= TASK TO CARRY OUT =
Pull every line containing "street" from the entries.

= DATA FOR PROCESSING =
***

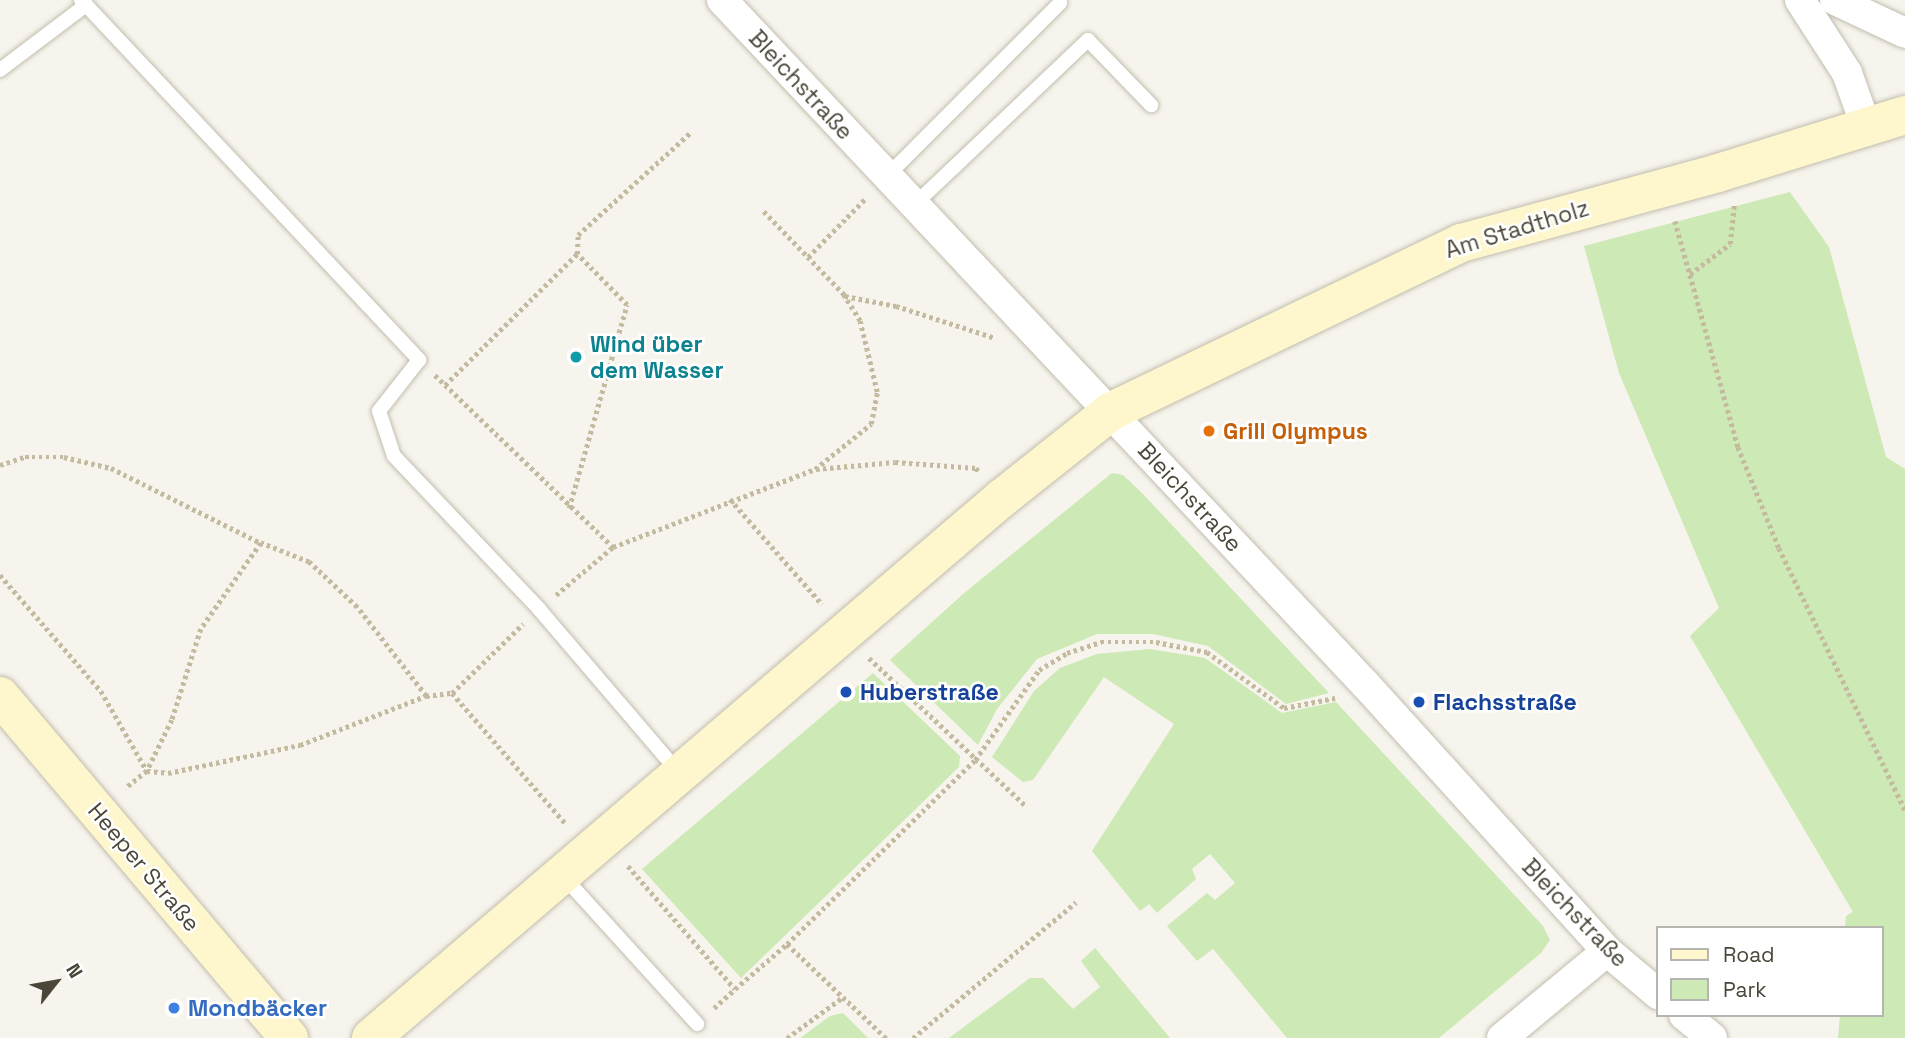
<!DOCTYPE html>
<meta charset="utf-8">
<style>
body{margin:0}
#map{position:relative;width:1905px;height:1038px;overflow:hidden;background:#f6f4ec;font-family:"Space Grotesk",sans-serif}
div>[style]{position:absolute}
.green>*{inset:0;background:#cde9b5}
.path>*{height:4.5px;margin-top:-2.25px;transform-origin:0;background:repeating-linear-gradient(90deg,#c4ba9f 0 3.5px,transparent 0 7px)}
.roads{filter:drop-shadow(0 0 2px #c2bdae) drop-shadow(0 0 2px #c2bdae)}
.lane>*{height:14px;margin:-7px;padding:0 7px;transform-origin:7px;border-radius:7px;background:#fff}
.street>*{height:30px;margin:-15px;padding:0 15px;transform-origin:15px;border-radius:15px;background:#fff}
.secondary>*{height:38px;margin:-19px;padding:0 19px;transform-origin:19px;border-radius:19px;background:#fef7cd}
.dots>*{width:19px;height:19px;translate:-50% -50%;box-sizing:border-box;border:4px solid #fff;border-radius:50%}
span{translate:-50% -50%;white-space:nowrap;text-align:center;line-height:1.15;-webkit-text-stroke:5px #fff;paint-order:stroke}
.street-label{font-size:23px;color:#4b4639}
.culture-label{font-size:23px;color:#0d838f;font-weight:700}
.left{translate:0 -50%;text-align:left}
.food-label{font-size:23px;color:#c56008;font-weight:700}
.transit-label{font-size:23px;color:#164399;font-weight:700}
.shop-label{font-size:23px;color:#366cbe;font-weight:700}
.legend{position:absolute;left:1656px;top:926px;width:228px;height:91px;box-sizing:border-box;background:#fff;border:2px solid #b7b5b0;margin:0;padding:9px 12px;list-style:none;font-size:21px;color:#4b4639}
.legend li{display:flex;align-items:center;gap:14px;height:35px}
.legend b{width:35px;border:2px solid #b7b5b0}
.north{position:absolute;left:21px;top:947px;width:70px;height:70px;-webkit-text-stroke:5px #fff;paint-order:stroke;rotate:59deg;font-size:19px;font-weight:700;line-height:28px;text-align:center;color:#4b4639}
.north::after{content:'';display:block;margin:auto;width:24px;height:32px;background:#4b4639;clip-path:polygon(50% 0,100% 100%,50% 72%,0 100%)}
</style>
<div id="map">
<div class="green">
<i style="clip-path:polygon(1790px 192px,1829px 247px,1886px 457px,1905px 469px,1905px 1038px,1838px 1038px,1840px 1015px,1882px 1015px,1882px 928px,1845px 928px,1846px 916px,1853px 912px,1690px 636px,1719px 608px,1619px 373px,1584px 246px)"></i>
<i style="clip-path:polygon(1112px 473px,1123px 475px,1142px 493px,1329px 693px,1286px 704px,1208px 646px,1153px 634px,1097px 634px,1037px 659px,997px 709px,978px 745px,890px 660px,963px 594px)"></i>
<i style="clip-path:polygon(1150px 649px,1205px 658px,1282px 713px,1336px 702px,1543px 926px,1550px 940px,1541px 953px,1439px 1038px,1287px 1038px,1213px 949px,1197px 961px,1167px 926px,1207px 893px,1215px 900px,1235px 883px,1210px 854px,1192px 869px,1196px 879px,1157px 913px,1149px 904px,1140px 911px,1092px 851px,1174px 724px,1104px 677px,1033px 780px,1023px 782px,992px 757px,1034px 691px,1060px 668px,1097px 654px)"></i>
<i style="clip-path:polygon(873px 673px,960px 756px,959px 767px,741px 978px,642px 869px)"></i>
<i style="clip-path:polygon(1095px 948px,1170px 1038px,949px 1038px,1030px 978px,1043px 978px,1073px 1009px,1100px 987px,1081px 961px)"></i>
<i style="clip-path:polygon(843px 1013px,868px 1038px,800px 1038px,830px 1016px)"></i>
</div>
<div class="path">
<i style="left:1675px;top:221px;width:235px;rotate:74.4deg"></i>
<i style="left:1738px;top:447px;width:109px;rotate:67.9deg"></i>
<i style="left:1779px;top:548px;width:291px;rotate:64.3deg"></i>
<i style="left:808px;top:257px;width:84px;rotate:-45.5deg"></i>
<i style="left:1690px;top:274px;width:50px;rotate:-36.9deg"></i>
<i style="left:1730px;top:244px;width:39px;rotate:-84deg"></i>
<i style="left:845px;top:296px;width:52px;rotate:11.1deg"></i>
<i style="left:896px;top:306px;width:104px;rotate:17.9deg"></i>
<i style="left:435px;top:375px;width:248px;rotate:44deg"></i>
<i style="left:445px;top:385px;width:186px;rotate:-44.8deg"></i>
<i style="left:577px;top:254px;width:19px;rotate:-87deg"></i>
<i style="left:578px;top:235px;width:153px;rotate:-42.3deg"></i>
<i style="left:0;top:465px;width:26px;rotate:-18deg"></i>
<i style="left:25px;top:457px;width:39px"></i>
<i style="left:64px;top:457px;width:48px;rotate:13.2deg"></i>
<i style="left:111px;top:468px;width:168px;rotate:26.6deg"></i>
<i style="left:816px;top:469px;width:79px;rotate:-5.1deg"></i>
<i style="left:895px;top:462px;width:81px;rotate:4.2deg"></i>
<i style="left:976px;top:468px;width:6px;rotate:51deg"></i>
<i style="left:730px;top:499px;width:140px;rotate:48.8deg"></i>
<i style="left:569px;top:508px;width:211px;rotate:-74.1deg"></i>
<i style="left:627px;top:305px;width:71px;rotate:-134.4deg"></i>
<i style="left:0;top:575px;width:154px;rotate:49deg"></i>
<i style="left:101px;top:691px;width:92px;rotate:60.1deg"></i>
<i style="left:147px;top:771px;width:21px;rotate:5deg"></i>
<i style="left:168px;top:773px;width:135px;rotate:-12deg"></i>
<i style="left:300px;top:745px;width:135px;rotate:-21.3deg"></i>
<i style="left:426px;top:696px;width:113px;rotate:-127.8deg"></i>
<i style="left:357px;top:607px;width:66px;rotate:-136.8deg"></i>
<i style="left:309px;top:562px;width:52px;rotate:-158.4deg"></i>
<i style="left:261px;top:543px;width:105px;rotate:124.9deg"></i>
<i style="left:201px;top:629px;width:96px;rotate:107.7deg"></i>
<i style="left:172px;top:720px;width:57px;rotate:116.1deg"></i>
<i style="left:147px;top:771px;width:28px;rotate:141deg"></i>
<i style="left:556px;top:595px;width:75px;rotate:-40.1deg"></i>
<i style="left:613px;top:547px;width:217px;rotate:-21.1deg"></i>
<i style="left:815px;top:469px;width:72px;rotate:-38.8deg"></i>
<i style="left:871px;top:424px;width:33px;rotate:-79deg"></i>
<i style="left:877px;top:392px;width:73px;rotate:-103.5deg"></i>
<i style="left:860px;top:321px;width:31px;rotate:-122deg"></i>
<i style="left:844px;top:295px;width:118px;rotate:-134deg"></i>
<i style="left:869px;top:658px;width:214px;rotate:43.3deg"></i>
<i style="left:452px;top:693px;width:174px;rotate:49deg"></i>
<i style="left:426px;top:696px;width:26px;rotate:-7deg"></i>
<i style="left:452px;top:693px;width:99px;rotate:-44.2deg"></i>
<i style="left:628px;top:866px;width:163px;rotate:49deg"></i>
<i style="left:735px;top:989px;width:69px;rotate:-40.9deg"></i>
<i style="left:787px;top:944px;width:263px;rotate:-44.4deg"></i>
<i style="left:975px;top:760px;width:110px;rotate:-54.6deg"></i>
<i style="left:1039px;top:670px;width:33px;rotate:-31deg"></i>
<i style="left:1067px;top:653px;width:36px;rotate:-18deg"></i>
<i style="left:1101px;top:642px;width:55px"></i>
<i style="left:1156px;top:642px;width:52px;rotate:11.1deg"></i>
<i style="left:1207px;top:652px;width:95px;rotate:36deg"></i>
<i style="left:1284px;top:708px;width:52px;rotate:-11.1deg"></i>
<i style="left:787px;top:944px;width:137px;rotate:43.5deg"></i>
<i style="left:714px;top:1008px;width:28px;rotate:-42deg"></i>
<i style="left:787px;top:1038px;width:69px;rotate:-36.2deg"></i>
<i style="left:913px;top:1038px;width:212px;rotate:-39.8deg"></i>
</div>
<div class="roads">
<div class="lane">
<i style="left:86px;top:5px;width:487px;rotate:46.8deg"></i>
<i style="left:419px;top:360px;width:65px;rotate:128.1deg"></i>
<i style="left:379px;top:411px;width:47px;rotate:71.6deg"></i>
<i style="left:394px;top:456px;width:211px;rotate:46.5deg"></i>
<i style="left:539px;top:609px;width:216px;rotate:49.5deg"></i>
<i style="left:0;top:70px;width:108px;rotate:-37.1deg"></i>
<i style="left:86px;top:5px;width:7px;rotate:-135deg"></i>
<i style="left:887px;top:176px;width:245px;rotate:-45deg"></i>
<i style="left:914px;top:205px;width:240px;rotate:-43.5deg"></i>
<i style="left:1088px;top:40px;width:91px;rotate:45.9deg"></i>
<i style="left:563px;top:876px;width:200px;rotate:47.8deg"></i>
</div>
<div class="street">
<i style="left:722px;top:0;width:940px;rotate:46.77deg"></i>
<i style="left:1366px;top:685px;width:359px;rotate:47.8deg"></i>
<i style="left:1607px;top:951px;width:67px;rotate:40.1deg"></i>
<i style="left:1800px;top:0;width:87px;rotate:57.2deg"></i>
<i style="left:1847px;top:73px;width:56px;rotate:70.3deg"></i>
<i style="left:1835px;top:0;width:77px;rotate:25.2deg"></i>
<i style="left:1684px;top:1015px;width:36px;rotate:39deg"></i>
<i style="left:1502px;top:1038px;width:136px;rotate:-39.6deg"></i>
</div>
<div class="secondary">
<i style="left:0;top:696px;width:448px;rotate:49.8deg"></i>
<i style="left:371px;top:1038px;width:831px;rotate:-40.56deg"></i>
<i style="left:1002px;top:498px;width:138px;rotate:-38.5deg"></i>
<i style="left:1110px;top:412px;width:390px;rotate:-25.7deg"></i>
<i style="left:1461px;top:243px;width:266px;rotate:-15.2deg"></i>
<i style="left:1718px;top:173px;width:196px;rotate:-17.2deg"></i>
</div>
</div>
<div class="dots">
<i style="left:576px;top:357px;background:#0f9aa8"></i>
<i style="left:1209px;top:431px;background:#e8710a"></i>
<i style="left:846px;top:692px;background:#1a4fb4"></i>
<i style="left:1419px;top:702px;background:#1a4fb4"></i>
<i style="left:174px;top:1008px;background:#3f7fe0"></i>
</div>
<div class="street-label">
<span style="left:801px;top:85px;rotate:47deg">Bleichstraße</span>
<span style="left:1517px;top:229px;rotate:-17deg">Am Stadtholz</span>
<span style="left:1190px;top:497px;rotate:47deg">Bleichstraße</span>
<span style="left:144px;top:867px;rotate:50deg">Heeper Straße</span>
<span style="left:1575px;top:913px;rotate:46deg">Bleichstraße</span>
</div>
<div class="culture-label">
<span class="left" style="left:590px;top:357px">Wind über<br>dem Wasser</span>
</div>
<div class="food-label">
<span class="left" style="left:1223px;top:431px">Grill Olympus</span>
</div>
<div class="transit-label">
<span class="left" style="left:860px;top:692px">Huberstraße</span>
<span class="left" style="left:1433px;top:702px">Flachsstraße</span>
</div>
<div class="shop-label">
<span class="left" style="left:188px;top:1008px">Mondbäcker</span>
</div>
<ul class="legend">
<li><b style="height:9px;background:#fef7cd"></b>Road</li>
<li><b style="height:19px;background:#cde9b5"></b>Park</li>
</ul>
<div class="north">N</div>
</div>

***

= SOLUTION TO THE EXERCISE =
.street>*{height:30px;margin:-15px;padding:0 15px;transform-origin:15px;border-radius:15px;background:#fff}
.street-label{font-size:23px;color:#4b4639}
<div class="street">
<div class="street-label">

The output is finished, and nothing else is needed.